Shame, along with guilt, embarrassment and pride, is a moral emotion. Shame is the emotion we experience when we discover a defect in ourselves. The expression of shame is a submissive response. It is an acknowledgment to others of the defect and the decline in our status that results from the defect. This submissive response shows to others our attempts to conform, improve ourselves, apologize, and make amends.
Early experts in psychopathy documented that the absence of shame is part of the disorder. According to Dr. Cleckley, author of The Mask of Sanity, psychopaths are incapable of feeling shame. Because they do not feel shame, they blame everyone else for their problems. “The psychopath apparently cannot accept substantial blame for the various misfortunes which befall him and which he brings down upon others,” Cleckley says. “Whether judged in the light of his conduct, of his attitude, or of material elicited in psychiatric examination, he [the psychopath] shows almost no sense of shame.“
More recent researchers also recognize the fact that psychopaths accept no personal blame. Item 16 on the “gold-standard” psychopathy measure, the Hare Psychopathy Checklist—Revised (PCL—R), assesses a failure to accept responsibility for actions. Item 16 of the PCL—R identifies “an individual who is unable or unwilling to accept personal responsibility for his own actions (both criminal and non-criminal) or for the consequences of his actions.” Instead of accepting responsibility for his/her actions, the psychopath produces “some excuse for his/her behavior, including rationalizing and placing the blame on others” (Hare, 2003).
I have emphasized that the lack of shame and consequent blaming behavior of sociopaths and psychopaths is caused by their excessive dominance motivation. Sociopaths and psychopaths live for power and control. As dominants, they cannot afford to admit any weakness or error, not even to themselves. I want to share with you the results of two recent studies that demonstrate that a lack of shame correlates with clinical measures of sociopathy and psychopathy.
When I searched the scientific literature for studies of shame and psychopathy, I happily found researchers who not only investigated shame, but who developed a “social rank” theory of psychopathy. This social rank theory is very similar to my social dominance theory of sociopathy. Drs. Morrison and Gilbert studied men in a British prison. They found that sociopaths and psychopaths are more reactive to social rank challenge than are non-psychopaths. They related this sensitivity to challenge to the observed lack of shame in psychopaths. These authors also described two distinct groups with regard to shame and social dominance. Psychopaths feel dominant and believe themselves to be entitled to a certain special treatment. According to the authors, “(Psychopaths) assume that they are dominant and expect others to treat them as such.” If not treated as dominant, psychopaths feel socially threatened and behave accordingly toward “subordinates” who fail to show appropriate deference.
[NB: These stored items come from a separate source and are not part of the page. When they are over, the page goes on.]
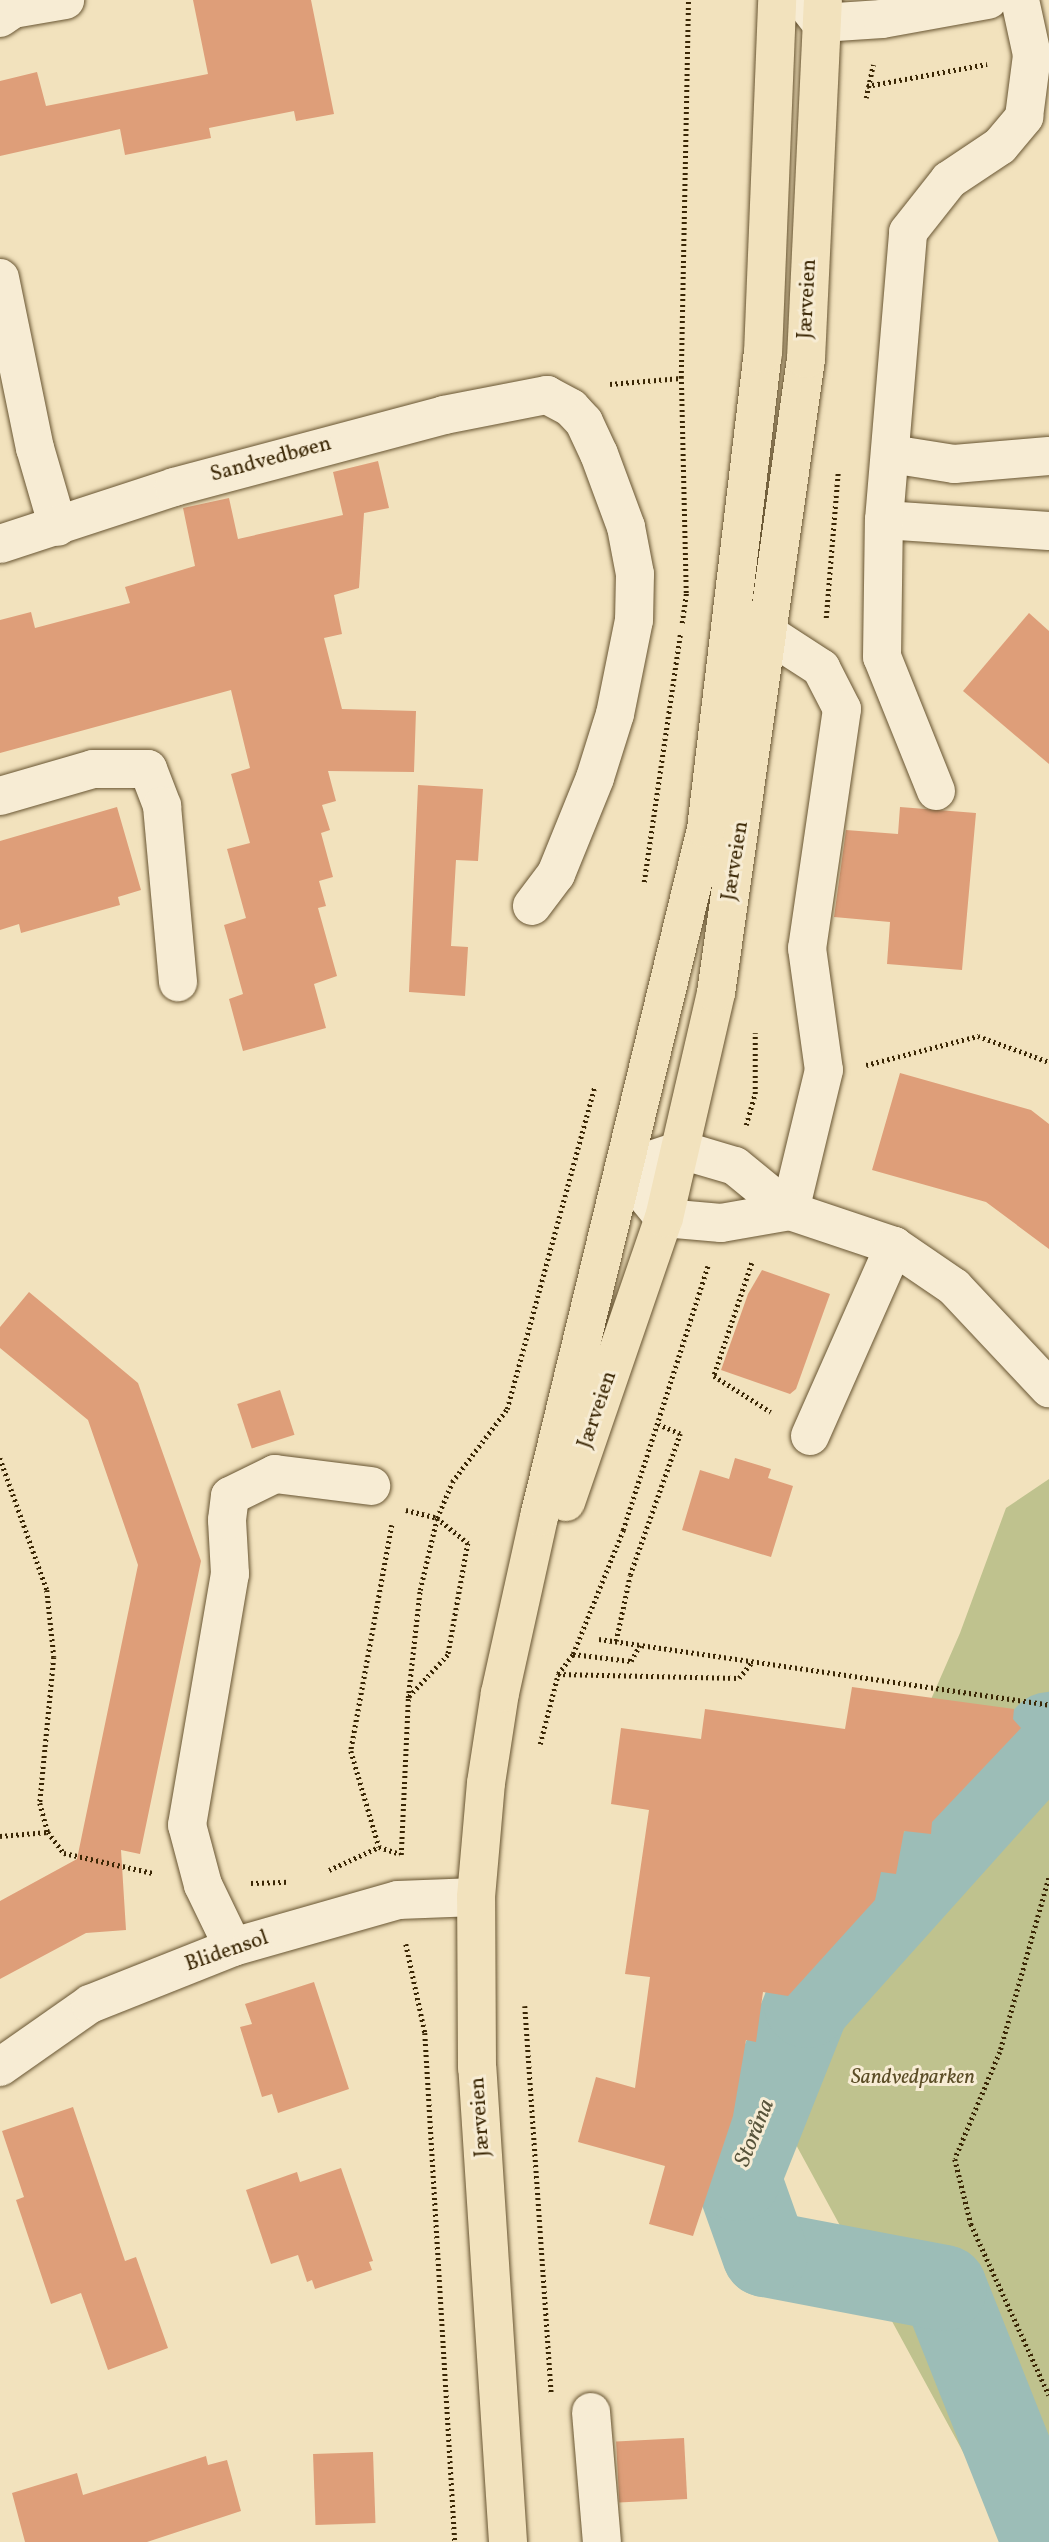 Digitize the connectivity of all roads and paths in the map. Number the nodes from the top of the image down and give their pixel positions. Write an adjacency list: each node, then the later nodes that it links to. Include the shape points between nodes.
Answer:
1 (65, 0): 7 (street, via 13,9)
2 (688, 0): 20 (path, via 681,378 686,593)
3 (777, 0): 27 (main road, Jærveien, via 763,354 706,829)
4 (988, 0): 6 (street, via 882,19)
5 (1020, 0): 8 (street)
6 (816, 8): 17 (main road, Jærveien, via 806,359)
7 (0, 18)
8 (1032, 55): 9 (path); 11 (street, via 1024,117 1000,146 949,180 908,232)
9 (867, 86)
10 (0, 278): 14 (street, via 35,448)
11 (891, 454): 12 (street, via 954,464); 13 (street)
12 (1049, 456)
13 (884, 520): 15 (street); 18 (street, via 882,657)
14 (58, 527): 16 (street, Sandvedbøen); 21 (street, Sandvedbøen, via 174,487 348,439 547,395 571,408 584,422 599,454 626,527 634,597 615,714 595,778 556,874)
15 (1049, 531)
16 (0, 544)
17 (770, 635): 24 (street, via 821,668 842,709 807,948); 26 (main road, Jærveien, via 716,993)
18 (936, 791)
19 (0, 796): 22 (street, via 93,769 148,769 162,806)
20 (644, 884)
21 (532, 906)
22 (178, 982)
23 (1049, 1062): 24 (path, via 978,1036 874,1064)
24 (824, 1070): 28 (street)
25 (598, 1073): 37 (path, via 507,1409 452,1482)
26 (681, 1150): 27 (street); 28 (street, via 735,1166); 29 (main road, Jærveien)
27 (624, 1169): 29 (street); 44 (main road, Jærveien)
28 (790, 1211): 29 (street, via 721,1223); 30 (street); 34 (path, via 752,1263 714,1376)
29 (664, 1218): 44 (main road, Jærveien)
30 (894, 1246): 32 (street, via 954,1287); 34 (street)
31 (712, 1251): 33 (path)
32 (1049, 1388)
33 (659, 1425): 39 (path, via 680,1434 631,1575); 41 (path)
34 (810, 1436)
35 (0, 1458): 48 (path, via 47,1590 54,1657 40,1803)
36 (383, 1497): 37 (path); 50 (path, via 351,1751); 55 (street, via 275,1474 230,1496 230,1574 187,1825)
37 (437, 1518): 45 (path, via 420,1590); 45 (path, via 468,1543 448,1655)
38 (599, 1639): 39 (path)
39 (616, 1641): 40 (path)
40 (640, 1645): 41 (path, via 631,1661); 42 (path)
41 (573, 1654): 43 (path)
42 (753, 1661): 43 (path, via 739,1678); 46 (path)
43 (558, 1674): 47 (path)
44 (500, 1693): 56 (main road, Jærveien, via 486,1783)
45 (408, 1698): 51 (path)
46 (1049, 1705)
47 (538, 1753)
48 (48, 1832): 49 (path); 55 (path, via 64,1853)
49 (0, 1836)
50 (379, 1847): 51 (path); 52 (path)
51 (401, 1854): 57 (path)
52 (317, 1876)
53 (1049, 1878): 61 (path, via 1000,2052 955,2159 971,2224)
54 (292, 1882): 55 (path)
55 (202, 1885): 58 (street)
56 (477, 1896): 57 (street, Blidensol); 65 (main road, Jærveien, via 477,2068)
57 (398, 1900): 58 (street, Blidensol); 64 (path, via 425,2033)
58 (233, 1947): 60 (street, Blidensol, via 90,2004)
59 (524, 1992): 62 (path)
60 (0, 2067)
61 (1049, 2395)
62 (551, 2405)
63 (590, 2412): 66 (street)
64 (455, 2542)
65 (508, 2542)
66 (602, 2542)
A second group of sociopaths who did not score as high on psychopathy measures, but who were still disordered, was also identified. This group secretly perceive themselves as relatively inferior in social rank and have lower self-esteem. However, these sociopaths are resentful of their perceived status, strive for dominance, and thus are sensitive to threats both from others perceived as dominant and others perceived as subordinate. This study is important because it shows that pathologic narcissism or extremely inflated self esteem is present in the most dangerous sociopaths who are identified as psychopaths by Dr. Hare. In fact, the major difference between sociopathy as described by The American Psychiatric Association and psychopathy as described by Dr. Robert Hare is the presence of extreme grandiosity and narcissism in psychopaths.
In another study, Drs. Campbel and Elison assessed psychopathy traits in a group of 286 college students (111 men and 175 women). You might wonder how common these traits are in college students. Of the 286 students, 52 scored in the high end on the psychopathy test. This means that about 1 of 6 people you meet in college has significant psychopathic traits. These traits do not define them as “psychopaths” by Dr. Hare’s criteria, since criminality is a requirement for the PCL-R, but they do identify individuals who have dangerous commonalities with Dr. Hare’s psychopaths.
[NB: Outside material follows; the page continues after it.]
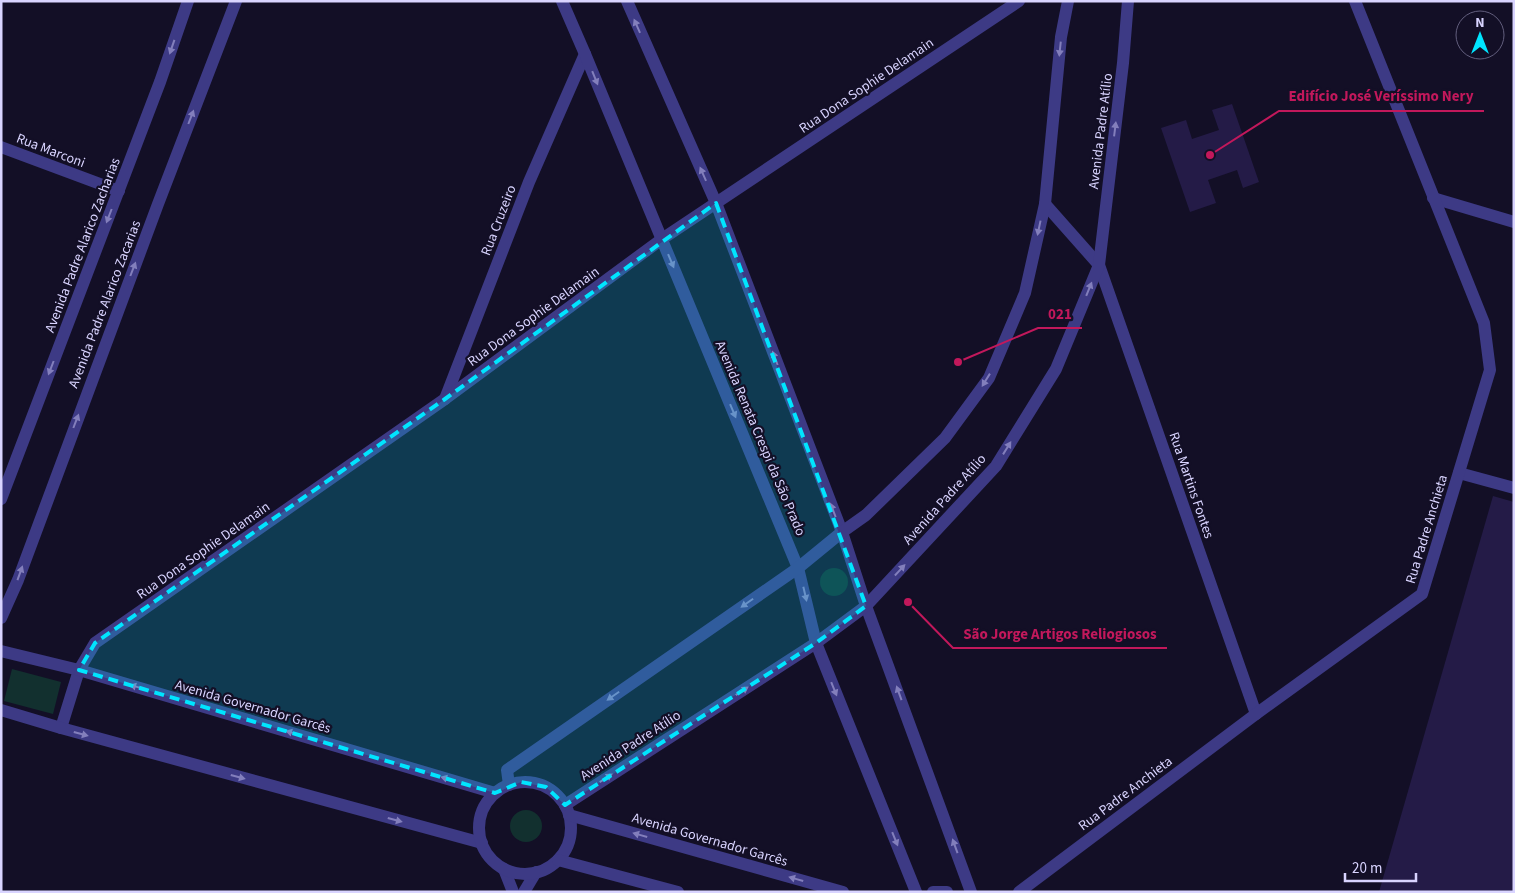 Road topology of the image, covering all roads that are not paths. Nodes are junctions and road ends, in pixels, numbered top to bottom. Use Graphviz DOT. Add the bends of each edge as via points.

Drs. Campbell and Elison found that people high in trait psychopathy have no shame. These researchers looked at five responses to shame: attack other, avoidance, attack self, withdrawal and adaptive. Psychopathy was specifically associated with the tendency to attack others or to withdraw in response to situations that would normally elicit shame.
Understanding that the lack of shame and the presence of blaming and withdrawal behavior in response to shame situations is part of sociopathy/psychopathy is important. Many people ask how they can tell if a friend or lover is sociopathic enough to be dangerous. I share these findings with you because I think shame can be used to identify people who are safe to be with. A psychologically normal person has an adaptive response to shame-inducing situations. This includes admitting mistakes and faults and trying to be a better person. If you notice someone is consistently unable to feel shame and blames everyone else for things that go wrong, be on your guard. Chances are that person is high in sociopathic traits.